>>>
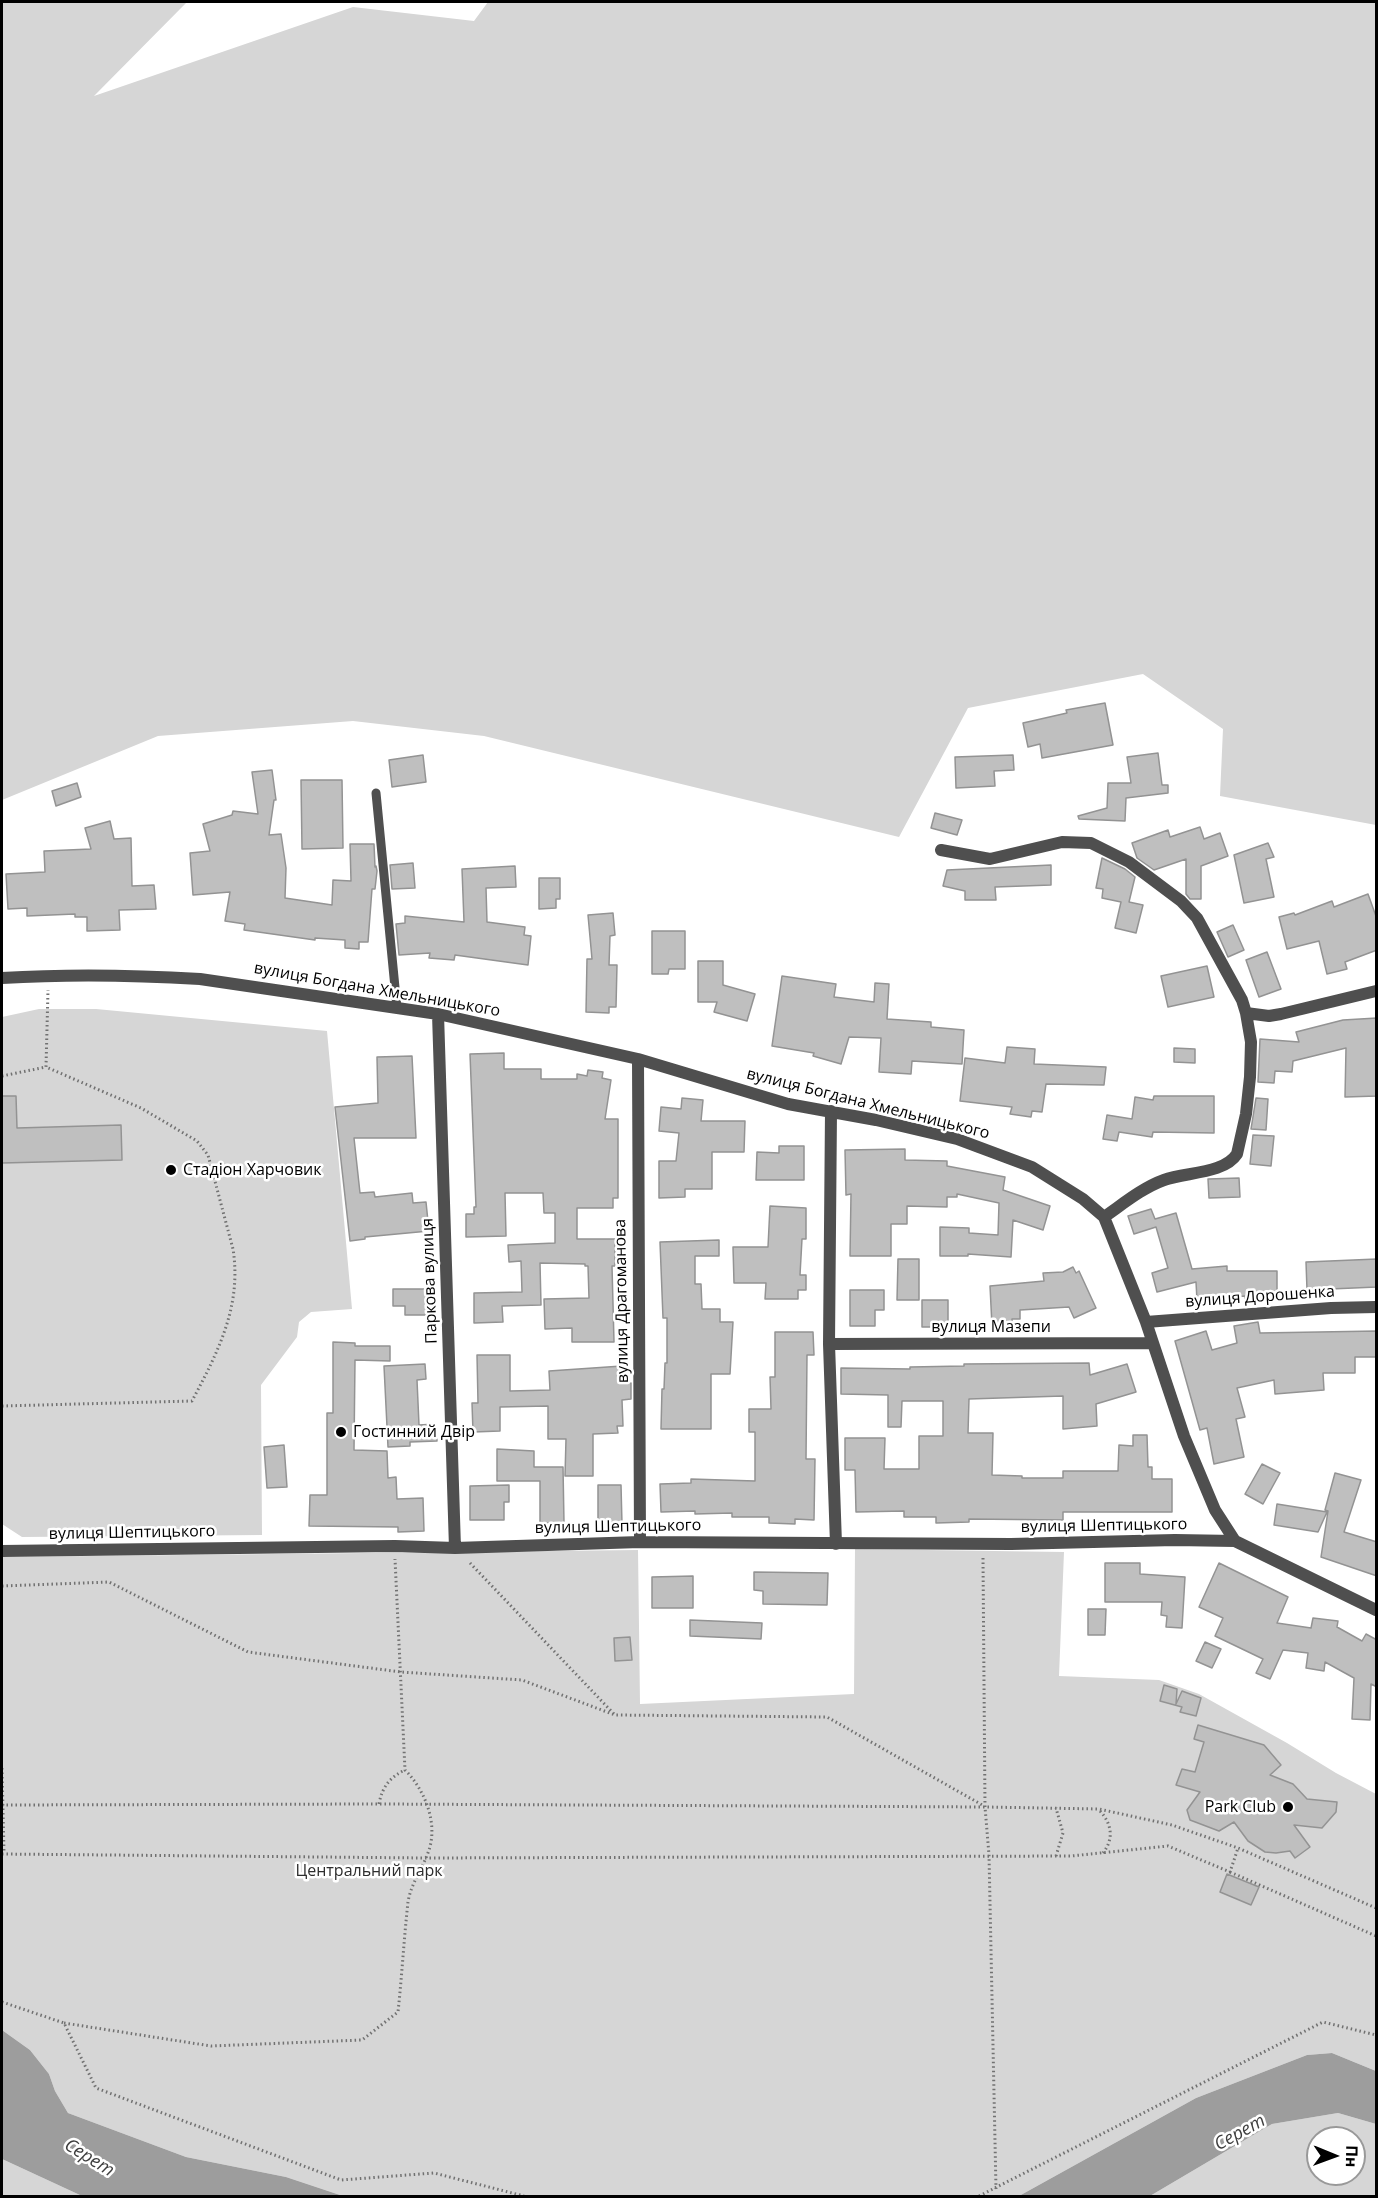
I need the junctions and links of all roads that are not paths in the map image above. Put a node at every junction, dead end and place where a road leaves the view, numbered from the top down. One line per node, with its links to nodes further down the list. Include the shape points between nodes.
<<<
>>>
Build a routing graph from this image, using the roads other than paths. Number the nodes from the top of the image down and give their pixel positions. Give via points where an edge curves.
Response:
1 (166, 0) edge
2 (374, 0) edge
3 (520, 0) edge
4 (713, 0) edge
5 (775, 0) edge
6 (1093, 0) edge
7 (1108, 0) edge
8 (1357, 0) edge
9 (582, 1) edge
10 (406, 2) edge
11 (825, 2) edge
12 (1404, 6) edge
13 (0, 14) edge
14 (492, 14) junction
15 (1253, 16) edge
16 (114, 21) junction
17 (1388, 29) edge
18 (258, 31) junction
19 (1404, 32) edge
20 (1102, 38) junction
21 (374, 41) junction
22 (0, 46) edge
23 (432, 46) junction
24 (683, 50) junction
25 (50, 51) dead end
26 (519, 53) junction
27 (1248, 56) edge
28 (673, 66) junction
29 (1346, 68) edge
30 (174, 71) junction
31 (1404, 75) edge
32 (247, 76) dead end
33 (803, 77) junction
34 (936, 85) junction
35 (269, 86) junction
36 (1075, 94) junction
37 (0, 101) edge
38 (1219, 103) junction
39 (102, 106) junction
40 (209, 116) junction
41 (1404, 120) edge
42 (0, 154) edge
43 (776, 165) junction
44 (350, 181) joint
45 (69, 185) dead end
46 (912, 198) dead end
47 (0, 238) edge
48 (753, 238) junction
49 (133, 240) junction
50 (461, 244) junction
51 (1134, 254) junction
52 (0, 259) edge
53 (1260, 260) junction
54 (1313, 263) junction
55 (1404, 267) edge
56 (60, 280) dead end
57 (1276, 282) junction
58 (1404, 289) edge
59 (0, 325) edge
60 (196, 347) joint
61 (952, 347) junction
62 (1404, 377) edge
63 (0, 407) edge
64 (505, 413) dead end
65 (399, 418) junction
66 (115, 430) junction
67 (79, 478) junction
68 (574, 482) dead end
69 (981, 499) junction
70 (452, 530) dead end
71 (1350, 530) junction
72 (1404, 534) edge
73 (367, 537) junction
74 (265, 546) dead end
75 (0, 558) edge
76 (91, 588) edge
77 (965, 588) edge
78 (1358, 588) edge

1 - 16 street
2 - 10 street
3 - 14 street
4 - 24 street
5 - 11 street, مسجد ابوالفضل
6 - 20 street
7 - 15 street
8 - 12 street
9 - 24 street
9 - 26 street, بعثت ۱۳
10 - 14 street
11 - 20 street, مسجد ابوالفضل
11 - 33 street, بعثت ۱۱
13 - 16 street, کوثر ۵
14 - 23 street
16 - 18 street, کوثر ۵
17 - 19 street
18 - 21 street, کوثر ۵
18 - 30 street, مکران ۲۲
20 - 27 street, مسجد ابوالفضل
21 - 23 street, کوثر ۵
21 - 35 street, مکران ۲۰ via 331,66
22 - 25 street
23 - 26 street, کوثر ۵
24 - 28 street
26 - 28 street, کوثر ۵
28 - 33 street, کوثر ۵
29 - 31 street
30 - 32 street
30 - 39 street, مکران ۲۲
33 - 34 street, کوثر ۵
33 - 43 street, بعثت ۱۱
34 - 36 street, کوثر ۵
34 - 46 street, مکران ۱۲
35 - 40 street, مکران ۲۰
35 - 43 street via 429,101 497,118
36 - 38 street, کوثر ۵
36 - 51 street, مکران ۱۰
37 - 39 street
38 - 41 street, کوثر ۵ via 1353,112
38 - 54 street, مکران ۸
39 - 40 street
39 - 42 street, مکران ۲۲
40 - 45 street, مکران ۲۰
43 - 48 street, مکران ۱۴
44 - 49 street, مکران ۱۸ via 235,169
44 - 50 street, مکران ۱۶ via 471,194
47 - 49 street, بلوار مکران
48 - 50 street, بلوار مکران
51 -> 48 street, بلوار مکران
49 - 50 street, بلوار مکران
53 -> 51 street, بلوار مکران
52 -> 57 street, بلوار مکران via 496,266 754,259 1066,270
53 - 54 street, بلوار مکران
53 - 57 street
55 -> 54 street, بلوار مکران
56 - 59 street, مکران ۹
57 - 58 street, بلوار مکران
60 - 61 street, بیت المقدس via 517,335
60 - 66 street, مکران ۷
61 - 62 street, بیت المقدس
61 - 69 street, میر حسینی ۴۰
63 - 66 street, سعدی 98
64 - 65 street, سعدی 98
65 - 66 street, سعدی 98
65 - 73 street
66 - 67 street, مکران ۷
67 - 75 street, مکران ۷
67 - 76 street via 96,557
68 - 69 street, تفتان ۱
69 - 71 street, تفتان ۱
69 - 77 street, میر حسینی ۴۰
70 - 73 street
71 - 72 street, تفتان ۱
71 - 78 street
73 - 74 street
<<<
# REQUIRED ACTION
For each line in the data above that contains the string "from", extract the line.

# ANSWER TO THIS PROBLEM
I need the junctions and links of all roads that are not paths in the map image above. Put a node at every junction, dead end and place where a road leaves the view, numbered from the top down. One line per node, with its links to nodes further down the list. Include the shape points between nodes.
Build a routing graph from this image, using the roads other than paths. Number the nodes from the top of the image down and give their pixel positions. Give via points where an edge curves.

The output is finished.